Runtime (Python/jit.c):
- Complete rewrite of _PyJIT_Compile: uses DynASM dasm_init / dasm_setup
/ per-stencil emit / dasm_link / dasm_encode instead of memcpy+patch.
- Hot/cold code splitting: cold (error) paths are placed in a separate
DynASM section after the hot code, improving i-cache locality.
- Frame merging: stencils share a single prologue/epilogue, eliminating redundant rsp adjustments.
- SET_IP delta encoding: incremental IP updates avoid redundant full
address loads.
- Hint-based mmap: jit_alloc() places JIT code near the CPython text
segment for short (±2 GB) RIP-relative calls and LEAs.
- jit_shrink(): releases unused pages at the end of each compiled trace.

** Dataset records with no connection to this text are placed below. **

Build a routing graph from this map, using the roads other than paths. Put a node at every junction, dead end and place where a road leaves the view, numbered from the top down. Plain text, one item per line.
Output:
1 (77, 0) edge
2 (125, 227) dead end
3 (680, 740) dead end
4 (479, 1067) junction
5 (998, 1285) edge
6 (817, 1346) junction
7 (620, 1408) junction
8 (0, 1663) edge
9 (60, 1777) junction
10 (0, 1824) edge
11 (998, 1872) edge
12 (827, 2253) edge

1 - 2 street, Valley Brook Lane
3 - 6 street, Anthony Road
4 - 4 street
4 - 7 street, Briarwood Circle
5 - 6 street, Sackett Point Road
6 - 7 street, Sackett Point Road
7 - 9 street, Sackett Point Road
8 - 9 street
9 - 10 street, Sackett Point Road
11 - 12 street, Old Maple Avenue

- emit_call_ext: emits direct RIP-relative call when target is within
±2 GB, otherwise falls back to indirect call through register.
- emit_mov_imm: picks the shortest encoding (xor/mov32/mov64/lea rip)
based on the runtime value.
Freelist inlining (Tools/jit/jit.h + template.c):
- Macro overrides redirect float/int allocation and deallocation to
JIT-inlined versions that directly access the thread-state freelists,
avoiding function call overhead for the most common object types.
- _PyJIT_FloatFromDouble / _PyJIT_FloatDealloc: inline float freelist.
- _PyJIT_LongDealloc / _PyJIT_FastDealloc: inline int/generic dealloc.
- _PyJIT_CompactLong_{Add,Subtract,Multiply}: inline compact long ops.
- PyStackRef_CLOSE / Py_DECREF overrides use the fast dealloc path.
LuaJIT submodule:
- Added as Tools/jit/LuaJIT for the DynASM assembler (dynasm/ only
used at build time; no LuaJIT runtime code is linked).
This is an experimental port, currently tested on x86_64 Linux only.
The approach is a hybrid between Pyston's fully hand-written DynASM JIT
(https://github.com/pyston/pyston/blob/pyston_main/Python/aot_ceval_jit.c)
and CPython's Clang-generated stencils: Clang produces the stencil
assembly, and DynASM handles encoding and relocation at runtime.
…true divide, power, floor divide, modulo
Add a proper specialization-based approach for inplace float modification.
This uses the existing _PyBinaryOpCache.external_cache[0..2] to store
profiling hints from the specializer, which the optimizer reads to select
the best tier2 inplace variant.
The key insight: when a float binary operation produces a result and one
of the input operands has refcount 1 (or 2 when a STORE_FAST targets it),
we can modify that float object in-place instead of allocating a new one.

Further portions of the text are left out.